→ Records to use
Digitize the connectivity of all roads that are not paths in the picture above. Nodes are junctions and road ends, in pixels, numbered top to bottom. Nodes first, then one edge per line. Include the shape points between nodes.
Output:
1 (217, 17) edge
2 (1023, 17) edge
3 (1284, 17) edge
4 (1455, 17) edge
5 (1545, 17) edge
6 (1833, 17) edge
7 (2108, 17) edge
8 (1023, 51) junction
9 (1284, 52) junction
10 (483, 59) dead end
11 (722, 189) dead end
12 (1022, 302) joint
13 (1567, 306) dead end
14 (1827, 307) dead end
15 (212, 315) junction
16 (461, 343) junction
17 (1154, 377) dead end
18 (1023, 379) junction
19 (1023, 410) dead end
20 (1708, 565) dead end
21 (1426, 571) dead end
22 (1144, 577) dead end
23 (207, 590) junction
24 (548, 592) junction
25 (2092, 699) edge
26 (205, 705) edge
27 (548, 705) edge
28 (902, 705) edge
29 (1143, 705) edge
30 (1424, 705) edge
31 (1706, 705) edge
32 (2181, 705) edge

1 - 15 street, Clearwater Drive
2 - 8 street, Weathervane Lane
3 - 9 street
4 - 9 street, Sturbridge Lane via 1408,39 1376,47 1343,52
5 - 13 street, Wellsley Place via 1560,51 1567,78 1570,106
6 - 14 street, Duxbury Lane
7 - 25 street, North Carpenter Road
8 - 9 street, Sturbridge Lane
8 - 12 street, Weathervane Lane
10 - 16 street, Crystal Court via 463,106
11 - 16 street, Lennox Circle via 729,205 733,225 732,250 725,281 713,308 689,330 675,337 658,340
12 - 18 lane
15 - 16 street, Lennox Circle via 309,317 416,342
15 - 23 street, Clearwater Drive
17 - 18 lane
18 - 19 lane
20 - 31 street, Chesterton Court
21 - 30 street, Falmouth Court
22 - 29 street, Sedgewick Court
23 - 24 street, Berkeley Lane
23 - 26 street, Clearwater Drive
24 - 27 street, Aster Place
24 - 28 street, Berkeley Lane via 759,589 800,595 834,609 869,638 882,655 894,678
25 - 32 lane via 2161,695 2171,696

→ What to produce
Every line of the data is to be printed again exactly.

→ Written solution
Digitize the connectivity of all roads that are not paths in the picture above. Nodes are junctions and road ends, in pixels, numbered top to bottom. Nodes first, then one edge per line. Include the shape points between nodes.
Output:
1 (217, 17) edge
2 (1023, 17) edge
3 (1284, 17) edge
4 (1455, 17) edge
5 (1545, 17) edge
6 (1833, 17) edge
7 (2108, 17) edge
8 (1023, 51) junction
9 (1284, 52) junction
10 (483, 59) dead end
11 (722, 189) dead end
12 (1022, 302) joint
13 (1567, 306) dead end
14 (1827, 307) dead end
15 (212, 315) junction
16 (461, 343) junction
17 (1154, 377) dead end
18 (1023, 379) junction
19 (1023, 410) dead end
20 (1708, 565) dead end
21 (1426, 571) dead end
22 (1144, 577) dead end
23 (207, 590) junction
24 (548, 592) junction
25 (2092, 699) edge
26 (205, 705) edge
27 (548, 705) edge
28 (902, 705) edge
29 (1143, 705) edge
30 (1424, 705) edge
31 (1706, 705) edge
32 (2181, 705) edge

1 - 15 street, Clearwater Drive
2 - 8 street, Weathervane Lane
3 - 9 street
4 - 9 street, Sturbridge Lane via 1408,39 1376,47 1343,52
5 - 13 street, Wellsley Place via 1560,51 1567,78 1570,106
6 - 14 street, Duxbury Lane
7 - 25 street, North Carpenter Road
8 - 9 street, Sturbridge Lane
8 - 12 street, Weathervane Lane
10 - 16 street, Crystal Court via 463,106
11 - 16 street, Lennox Circle via 729,205 733,225 732,250 725,281 713,308 689,330 675,337 658,340
12 - 18 lane
15 - 16 street, Lennox Circle via 309,317 416,342
15 - 23 street, Clearwater Drive
17 - 18 lane
18 - 19 lane
20 - 31 street, Chesterton Court
21 - 30 street, Falmouth Court
22 - 29 street, Sedgewick Court
23 - 24 street, Berkeley Lane
23 - 26 street, Clearwater Drive
24 - 27 street, Aster Place
24 - 28 street, Berkeley Lane via 759,589 800,595 834,609 869,638 882,655 894,678
25 - 32 lane via 2161,695 2171,696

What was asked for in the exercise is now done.